Self-Supervised Audio-Visual Learning - Xavier Giro - UPC TelecomBCN Barcelon...
Self-Supervised Audio-Visual Learning - Xavier Giro - UPC TelecomBCN Barcelon...Self-Supervised Audio-Visual Learning - Xavier Giro - UPC TelecomBCN Barcelon...
Self-Supervised Audio-Visual Learning - Xavier Giro - UPC TelecomBCN Barcelon...
 
Language and Vision with Deep Learning - Xavier Giró - ACM ICMR 2020 (Tutorial)
Language and Vision with Deep Learning - Xavier Giró - ACM ICMR 2020 (Tutorial)Language and Vision with Deep Learning - Xavier Giró - ACM ICMR 2020 (Tutorial)
Language and Vision with Deep Learning - Xavier Giró - ACM ICMR 2020 (Tutorial)
 
Curriculum Learning for Recurrent Video Object Segmentation
Curriculum Learning for Recurrent Video Object SegmentationCurriculum Learning for Recurrent Video Object Segmentation
Curriculum Learning for Recurrent Video Object Segmentation
 
Transcription-Enriched Joint Embeddings for Spoken Descriptions of Images and...

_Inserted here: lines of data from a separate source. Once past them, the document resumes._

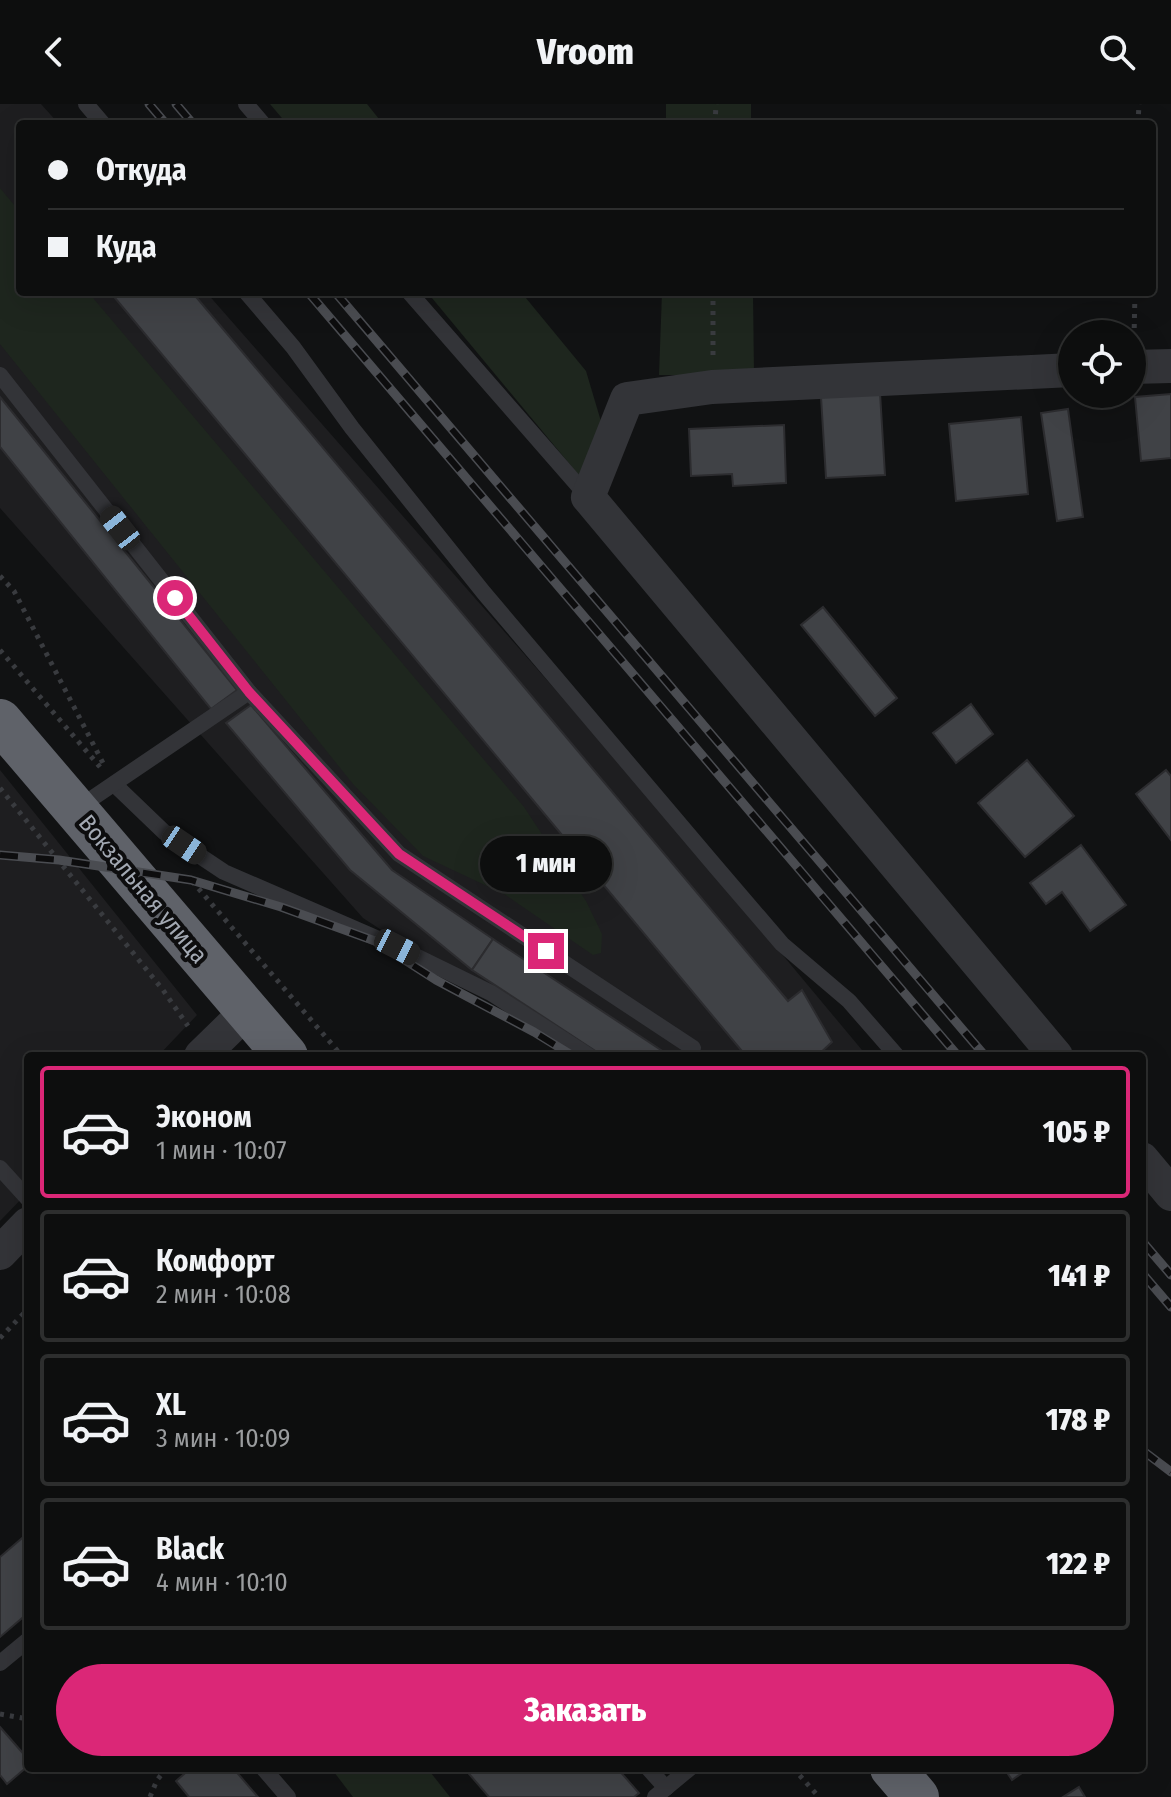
<!DOCTYPE html>
<html lang="ru">
<meta charset="utf-8">
<style>
body{margin:0;font-family:"Fira Sans Condensed",sans-serif;background:#161717;color:#f1f3f6;height:100vh;display:flex;flex-direction:column;font-size:30px;white-space:nowrap}
*{box-sizing:border-box;margin:0}
p{font-size:26px;color:#9a9c9e}
.icon{flex:none;width:44px;height:44px;fill:none;stroke:currentColor;stroke-width:2;stroke-linecap:round;stroke-linejoin:round}
.map{position:relative;flex:1;overflow:hidden}
.side{position:absolute;left:24px;top:948px;width:1122px;height:720px;display:flex;flex-direction:column;background:#0d0e0e;border-radius:8px;box-shadow:0 8px 32px #0002,0 0 0 2px #2d2e2e}
.side>*{flex:none}
.top-card{position:absolute;left:16px;top:16px;width:1140px;height:176px;border-radius:8px;box-shadow:0 8px 32px #0002,0 0 0 2px #2d2e2e;display:grid;align-content:center;height:176px;padding:0 32px;background:#0d0e0e}
.buttons{position:absolute;left:1058px;top:216px;display:grid;gap:16px}
.buttons a{display:grid;place-items:center;width:88px;height:88px;border-radius:50%;background:#0d0e0e;box-shadow:0 8px 32px #0002,0 0 0 2px #2d2e2e;font-size:40px}
.end{position:absolute;width:36px;height:36px;margin:-18px;border:10px solid #db2777;background:#fff;box-shadow:0 0 0 4px #fff}
.from{border-radius:50%}
.bubble{position:absolute;height:56px;border-radius:28px;background:#0d0e0e;box-shadow:0 8px 32px #0002,0 0 0 2px #2d2e2e;font-size:26px;font-weight:800;line-height:56px;text-align:center}
.car{position:absolute;width:24px;height:48px;margin:-24px -12px;border-radius:10px;box-shadow:0 0 6px 2px #0007;background:linear-gradient(#222 24%,#8ab4d8 0 40%,#222 0 76%,#8ab4d8 0 86%,#222 0)}
.top-card b{display:flex;align-items:center;gap:28px;height:76px;font-size:30px}
.top-card b+b{border-top:2px solid #2d2e2e}
.top-card i{width:20px;height:20px;background:#f1f3f6}
ul{padding:14px 0 0;list-style:none}
li{display:flex;align-items:center;gap:24px;height:132px;margin:0 16px 12px;padding:0 16px;border:4px solid #2d2e2e;border-radius:8px}
li div{flex:1}
li b{display:block;font-size:30px}
li em{font-style:normal;font-weight:800}
li.active{border-color:#db2777}
li>.icon{width:72px;height:72px;stroke-width:1.5}
.button{display:flex;gap:16px;margin-top:auto;padding:16px 32px}
.button a{flex:1;height:92px;border-radius:48px;background:#db2777;color:#fff;font-size:32px;font-weight:800;line-height:92px;text-align:center}
header{display:flex;justify-content:space-between;align-items:center;height:104px;padding:0 32px;background:#0d0e0e;font-size:36px;font-weight:800}
.map>svg:first-child{display:block}
</style>
<header><svg class="icon" aria-label="back" viewBox="0 0 24 24"><path d="M15 5l-7 7 7 7"/></svg>Vroom<svg class="icon" aria-label="search" viewBox="0 0 24 24"><circle cx="10" cy="10" r="6"/><path d="M15 15l6 6"/></svg></header>
<div class="map">
<svg width="1171" height="1693" viewBox="0 0 1171 1693">
<rect width="100%" height="100%" fill="#111213"/>
<g fill="#1e1e20">
<path d="M0,0H41L59,20H20V188H206L669,715L867,952H574L363,814L0,404Z"/>
<path d="M0,666L197,911L158,952H28V1088L0,1117Z"/>
</g>
<g fill="#1e261e">
<path d="M270,0H367L383,20H287Z"/>
<rect x="666" y="0" width="85" height="20"/>
<path d="M0,84L20,108V188H88L524,703L586,797L602,830L601,849L593,851L504,790L423,752L353,680L0,240Z"/>
<path d="M427,188H521L586,267L611,351L582,375Z"/>
<path d="M662,188H753L754,271H659Z"/>
<path d="M331,1664H427L450,1693H353Z"/>
</g>
<g fill="#404246" stroke="#2c2c2f" stroke-width="2">
<path d="M110,188H192L788,897L802,886L832,938L817,952H746Z"/>
<path d="M880,289L885,371L826,374L821,293Z"/>
<path d="M1171,290V354L1141,357L1135,293Z"/>
<path d="M0,293L237,586L211,605L0,343Z"/>
<path d="M1068,305L1083,413L1057,417L1041,309Z"/>
<path d="M1021,313L1028,390L956,397L949,320Z"/>
<path d="M784,321L786,379L733,382L732,370L691,372L689,325Z"/>
<path d="M823,503L897,594L875,612L801,521Z"/>
<path d="M971,600L993,630L956,659L933,629Z"/>
<path d="M251,601L392,766L493,835L472,866L350,766L226,619Z"/>
<path d="M1027,656L1074,712L1025,753L978,699Z"/>
<path d="M1166,666L1171,672V736L1136,690Z"/>
<path d="M1081,741L1126,801L1090,827L1062,788L1046,800L1030,779Z"/>
<path d="M493,835L670,952H603L472,866Z"/>
<path d="M28,1429V1509L0,1533V1453Z"/>
<path d="M0,1623L28,1655V1662L7,1680L0,1671Z"/>
<path d="M191,1664H233L258,1693H189L176,1677Z"/>
<path d="M464,1664H617L639,1689L634,1693H489Z"/>
<path d="M1004,1664H1029L1012,1676Z"/>
<path d="M1079,1683L1085,1693H1063Z"/>
</g>
<g fill="none" stroke-linecap="round" stroke-linejoin="round">
<g stroke="#393b3f" stroke-width="5" stroke-dasharray="4 6" stroke-linecap="butt">
<path d="M715,20L716,0"/>
<path d="M1138,20L1139,0"/>
<path d="M1134,234L1135,188"/>
<path d="M713,251V188"/>
<path d="M0,472L14,487L104,661"/>
<path d="M0,546L100,663"/>
<path d="M0,684L163,886L188,922"/>
<path d="M192,777L342,952"/>
<path d="M0,1234L28,1205"/>
<path d="M0,1610L28,1615"/>
<path d="M793,1664L819,1693"/>
<path d="M150,1693L157,1676L167,1664"/>
</g>
<g stroke="#333438" stroke-width="16">
<path d="M86,0L103,20"/>
<path d="M246,0L263,20"/>
<path d="M246,188L293,243L352,324L484,489L716,763L782,840L849,897L897,952"/>
<path d="M409,188L588,393"/>
<path d="M0,271L249,588L399,750L693,944"/>
<path d="M114,680L164,728L224,768L397,843L491,889L589,952"/>
<path d="M78,704L249,588"/>
<path d="M0,1064L28,1095"/>
<path d="M0,1559L28,1536"/>
<path d="M263,1664L288,1693"/>
<path d="M648,1664L666,1684"/>
<path d="M655,1693L690,1664"/>
</g>
<g stroke="#333438" stroke-width="34">
<path d="M1132,263L1171,262"/>
<path d="M201,952L247,907"/>
<path d="M1056,952L588,393L627,295L712,283L1072,266"/>
<path d="M1142,1055L1171,1090"/>
<path d="M0,1149L28,1120"/>
</g>
<g stroke="#5f6269" stroke-width="44">
<path d="M0,617L286,952"/>
<path d="M892,1664L917,1693"/>
</g>
<defs>
<g id="rail">
<path d="M149,0L166,20"/>
<path d="M176,0L193,20"/>
<path d="M308,188L958,952"/>
<path d="M335,188L985,952"/>
<path d="M0,751L59,756L191,776L281,803L375,837L436,876L534,928L573,952"/>
<path d="M1142,1137L1171,1171"/>
<path d="M1142,1169L1171,1203"/>
<path d="M1142,1346L1171,1368"/>
</g>
</defs>
<use href="#rail" stroke="#4a4c51" stroke-width="9"/>
<use href="#rail" stroke="#0d0d0e" stroke-width="6" stroke-dasharray="18" stroke-linecap="butt"/>
</g>
<g fill="none" stroke-linecap="round" stroke-linejoin="round">
<path stroke="#db2777" stroke-width="10" d="M175,494L249,588L399,750L546,847"/>
</g>
<g text-anchor="middle" dominant-baseline="central" stroke-width="8" stroke-linejoin="round" paint-order="stroke">
<g font-size="24" fill="#a3a9b3" stroke="#0d0d0e">
<text transform="translate(143 785) rotate(50)">Вокзальная улица</text>
</g>
</g>
</svg>
<div class="buttons">
<a><svg class="icon" aria-label="locate" viewBox="0 0 24 24"><circle cx="12" cy="12" r="6"/><path d="M12 2v4M12 18v4M2 12h4M18 12h4"/></svg></a>
</div>
<i class="end from" style="left:175px;top:494px"></i>
<i class="end" style="left:546px;top:847px"></i>
<div class="bubble" style="left:480px;top:732px;width:132px">1 мин</div>
<i class="car" style="left:120px;top:424px;rotate:322deg"></i>
<i class="car" style="left:184px;top:741px;rotate:124deg"></i>
<i class="car" style="left:397px;top:843px;rotate:117deg"></i>
<div class="top-card">
<b><i class="from"></i>Откуда</b>
<b><i></i>Куда</b>
</div>
<section class="side">
<ul>
<li class="active"><svg class="icon" aria-label="car" viewBox="0 0 24 24"><path d="M5 17H2v-5l4-1 3-4h7l3 4 3 1v5h-3M9 17h6M6 11h13"/><circle cx="7" cy="17" r="2"/><circle cx="17" cy="17" r="2"/></svg><div><b>Эконом</b><p>1 мин · 10:07</p></div><em>105 ₽</em></li>
<li><svg class="icon" aria-label="car" viewBox="0 0 24 24"><path d="M5 17H2v-5l4-1 3-4h7l3 4 3 1v5h-3M9 17h6M6 11h13"/><circle cx="7" cy="17" r="2"/><circle cx="17" cy="17" r="2"/></svg><div><b>Комфорт</b><p>2 мин · 10:08</p></div><em>141 ₽</em></li>
<li><svg class="icon" aria-label="car" viewBox="0 0 24 24"><path d="M5 17H2v-5l4-1 3-4h7l3 4 3 1v5h-3M9 17h6M6 11h13"/><circle cx="7" cy="17" r="2"/><circle cx="17" cy="17" r="2"/></svg><div><b>XL</b><p>3 мин · 10:09</p></div><em>178 ₽</em></li>
<li><svg class="icon" aria-label="car" viewBox="0 0 24 24"><path d="M5 17H2v-5l4-1 3-4h7l3 4 3 1v5h-3M9 17h6M6 11h13"/><circle cx="7" cy="17" r="2"/><circle cx="17" cy="17" r="2"/></svg><div><b>Black</b><p>4 мин · 10:10</p></div><em>122 ₽</em></li>
</ul>
<div class="button"><a>Заказать</a></div>
</section>
</div>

Transcription-Enriched Joint Embeddings for Spoken Descriptions of Images and...Transcription-Enriched Joint Embeddings for Spoken Descriptions of Images and...
Transcription-Enriched Joint Embeddings for Spoken Descriptions of Images and...
 
Object Detection with Deep Learning - Xavier Giro-i-Nieto - UPC School Barcel...
Object Detection with Deep Learning - Xavier Giro-i-Nieto - UPC School Barcel...Object Detection with Deep Learning - Xavier Giro-i-Nieto - UPC School Barcel...
Object Detection with Deep Learning - Xavier Giro-i-Nieto - UPC School Barcel...
 
Self-supervised Audiovisual Learning 2020 - Xavier Giro-i-Nieto - UPC Telecom...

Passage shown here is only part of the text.